Os conflitos sobre o uso da água não se restringem a problemas internacionais, mas também podem ocorrer dentro dos países. O maior conflito em tais circunstâncias é entre os usos agrícolas e urbanos. A irrigação é de longe o maior uso de água em cada país da região e prevê-se que continue aumentando muito além da disponibilidade de água para a região como um todo. As demandas não agrícolas também estão aumentando, ainda mais rapidamente do que as de irrigação.

Outro grande conflito é entre o uso humano da água e as necessidades do meio ambiente. Em muitas áreas, rios e aqüíferos estão se tornando poluídos e os pântanos estão secando. Dez dos países da região sofrem de graves problemas de qualidade da água; os únicos classificados como tendo problemas moderados são aqueles países muito áridos onde o uso de água atualmente excede 100% do abastecimento disponível, mas que têm poucos ou nenhum riacho perene. Eles incluem Bahrein, Israel, Kuwait, Líbia, Omã, Catar, Arábia Saudita, Emirados Árabes Unidos e Iêmen.

Soluções possíveis.

Apesar dos prognósticos sombrios, existem várias abordagens promissoras para a gestão da água na região que sugerem que haverá água suficiente para todas as demandas razoáveis ​​até meados do próximo século. Espera-se que o mais eficaz deles seja a gestão integrada dos recursos hídricos e o preço racional da água. Durante a próxima década, os gestores da água em vários países terão que enfrentar a racionalização do uso da água de forma que a água vá para os usuários que obterão o maior valor dela, mantendo a qualidade do meio ambiente. Felizmente, a água usada na agricultura supera qualquer um dos outros usos e seu valor econômico é normalmente menos de um décimo do da água para consumidores urbanos ou industriais. Consequentemente,uma pequena porcentagem de água desviada da agricultura renderia quantidades abundantes para todos os outros usos a baixo custo. Remover 200 ha (500 ac) da irrigação forneceria 50 litros (13,2 gal) de água por pessoa por dia para quase 200.000 moradores urbanos.

Há, no entanto, grande resistência à realocação de água para a agricultura na maioria das agências governamentais, particularmente aquelas preocupadas com a produção de alimentos e "auto-suficiência alimentar". Há duas razões que indicam que essa preocupação está errada: primeiro, na maioria dos países, uma melhoria de 10% na eficiência da irrigação é geralmente muito barata de se atingir; e segundo, o conceito de auto-suficiência alimentar deve ser substituído pelo conceito de segurança alimentar. Neste caso, a água realocada da agricultura pode ser substituída pela importação de alimentos que teriam exigido irrigação considerável se fossem cultivados localmente.

Mesmo para as demandas urbanas em rápido crescimento, mais de 50% é normalmente usado para descargas de vasos sanitários e outras atividades sanitárias. Mudar do saneamento à base de água para banheiros secos economizará quantidades consideráveis ​​de água no futuro. As perdas de água nos sistemas municipais continuam a ser muito grandes e poderiam ser bastante reduzidas por uma melhor manutenção e gestão dos sistemas. A conservação da água em residências e na indústria também pode ser útil. Finalmente, a precificação da água continua sendo uma ferramenta poderosa que pode ser usada para ajudar a implementar as realocações entre os usuários da água e para estimular a eficiência do uso da água. O estabelecimento de direitos de água negociáveis ​​e mercados de água, juntamente com a privatização das concessionárias de abastecimento de água, também contribuiriam muito para alcançar um futuro com menos restrições de água.

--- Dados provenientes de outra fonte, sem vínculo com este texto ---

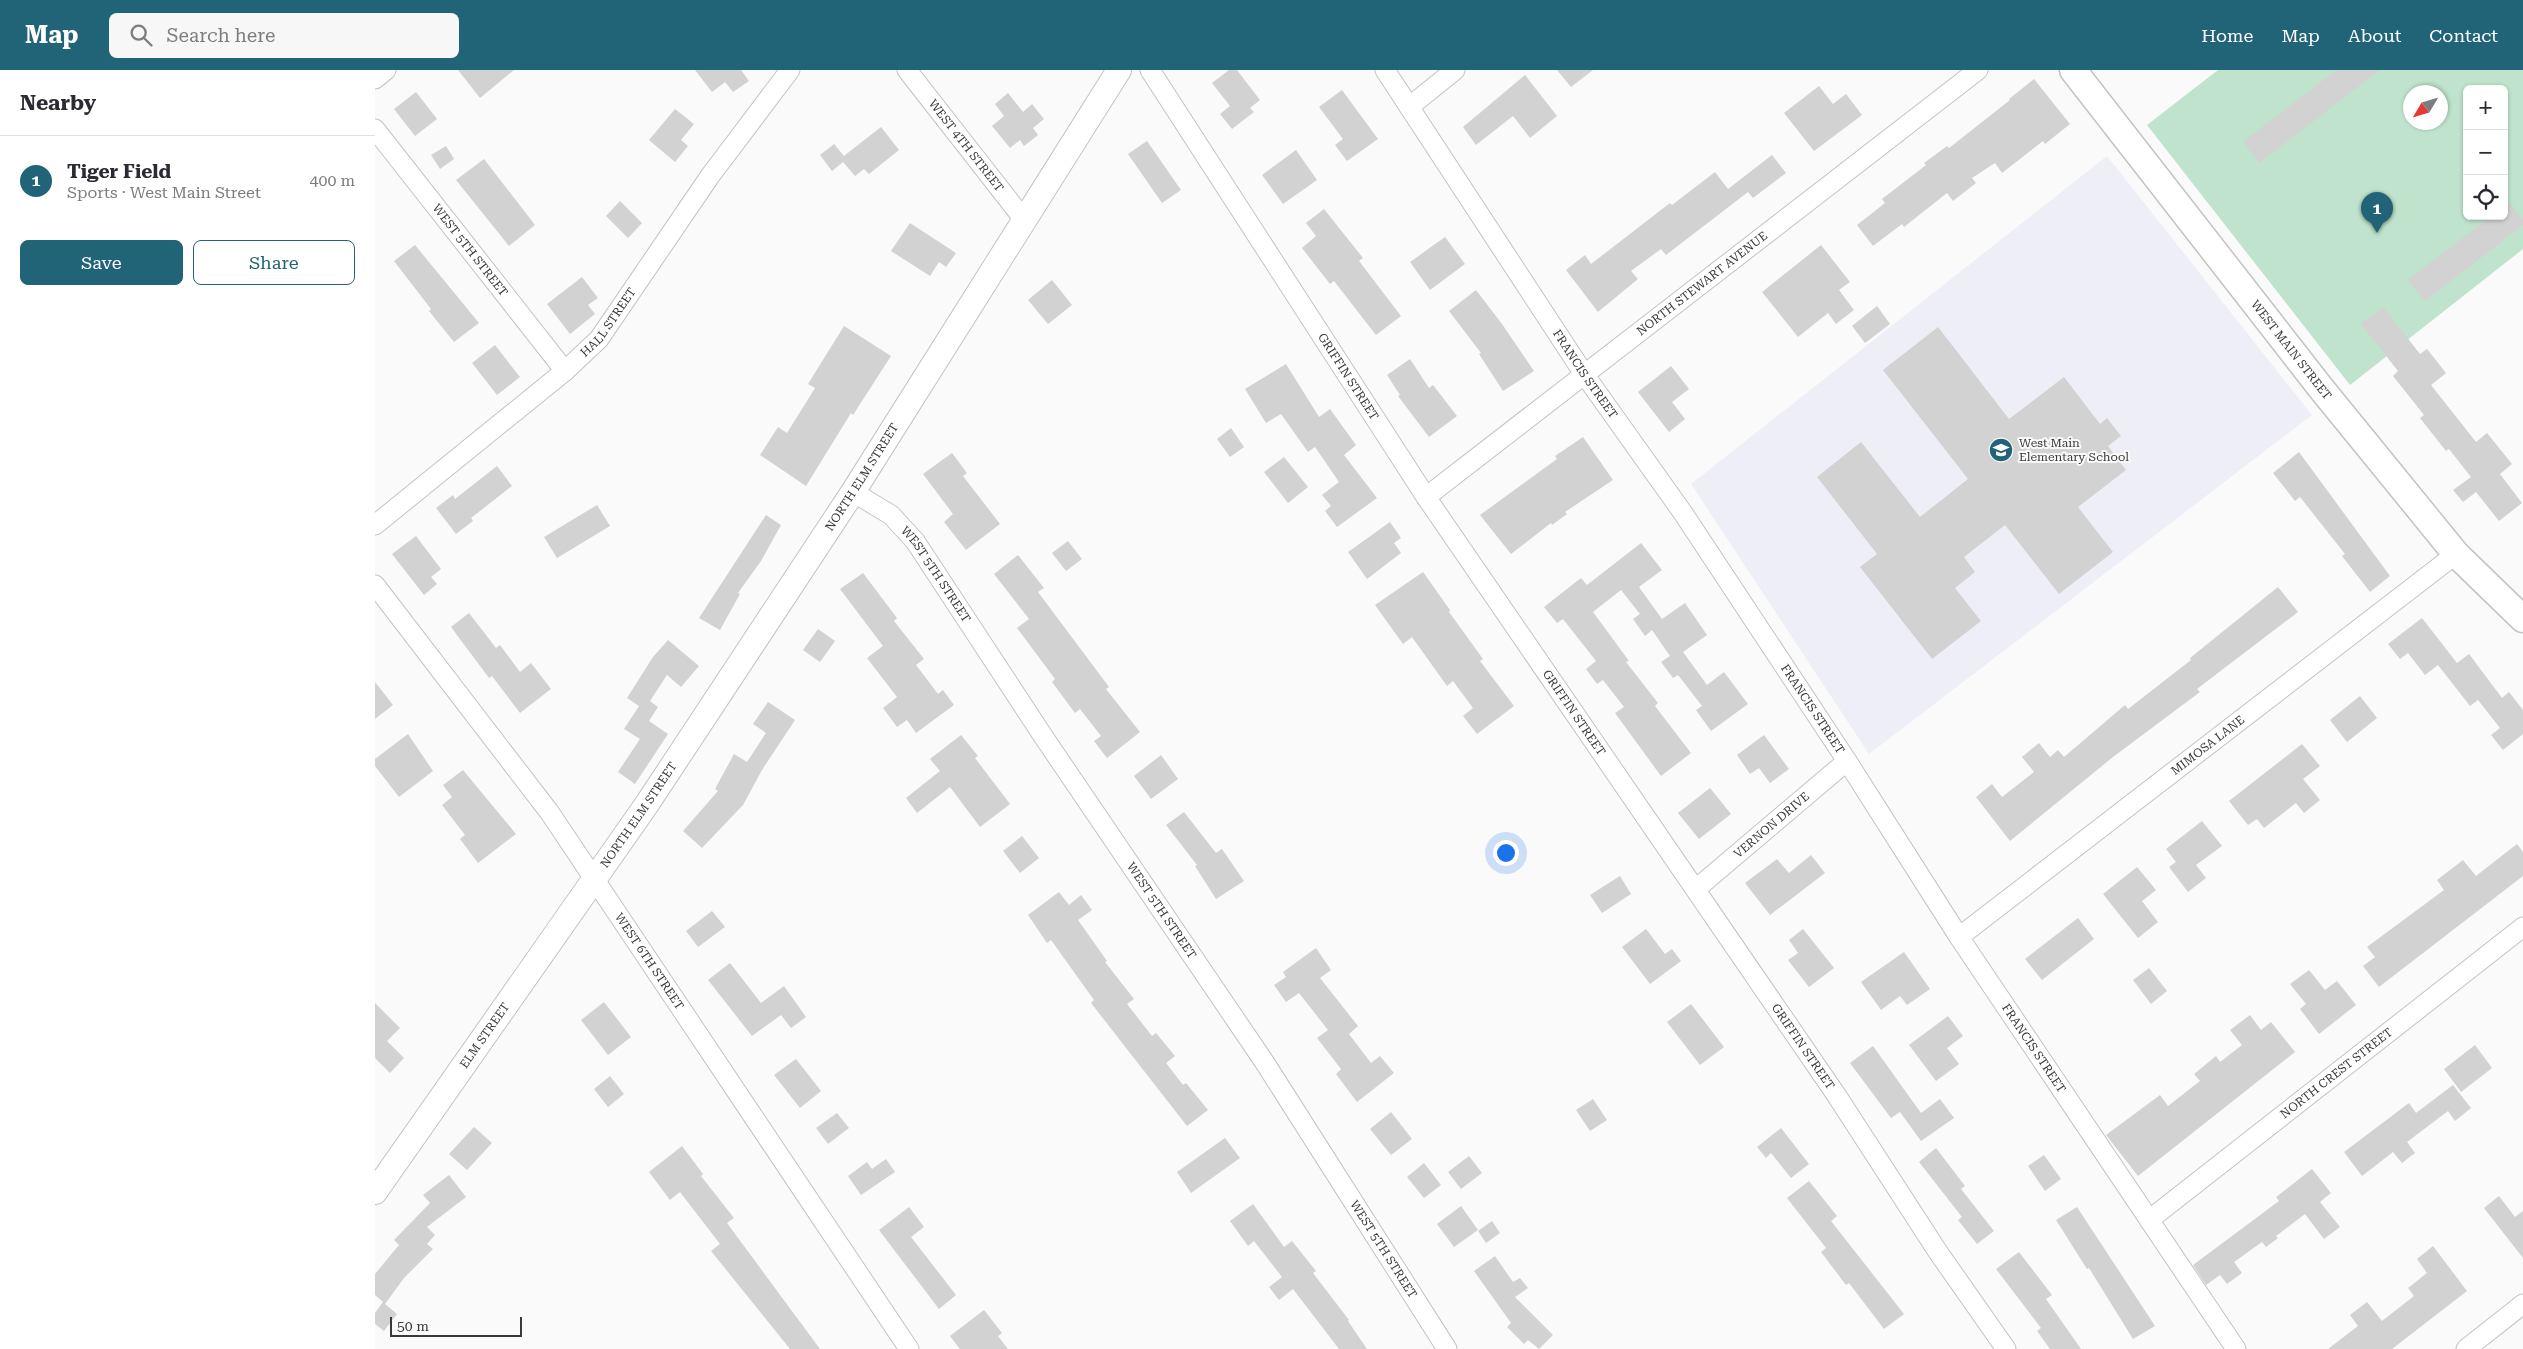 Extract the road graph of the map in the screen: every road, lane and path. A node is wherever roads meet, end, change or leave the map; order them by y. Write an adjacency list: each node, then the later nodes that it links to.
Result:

As soluções descritas acima são normalmente caracterizadas como opções do "lado da demanda". Infelizmente, a maioria das propostas atuais ainda está vinculada às chamadas opções do "lado da oferta". Por exemplo, os desvios em grande escala da Líbia do Aquífero Núbio destinam-se a aumentar o abastecimento das cidades costeiras com enormes despesas, sem exigir que os líbios enfrentem os custos ambientais reais do abastecimento de água. Além do investimento adicional em dessalinização para usuários urbanos ou industriais, a era do desenvolvimento do lado da oferta quase chegou ao fim na região, e não é realista esperar que tais megaprojetos sejam econômica e ambientalmente sustentáveis.

Peter Rogers é professor de ciência aplicada na Universidade de Harvard.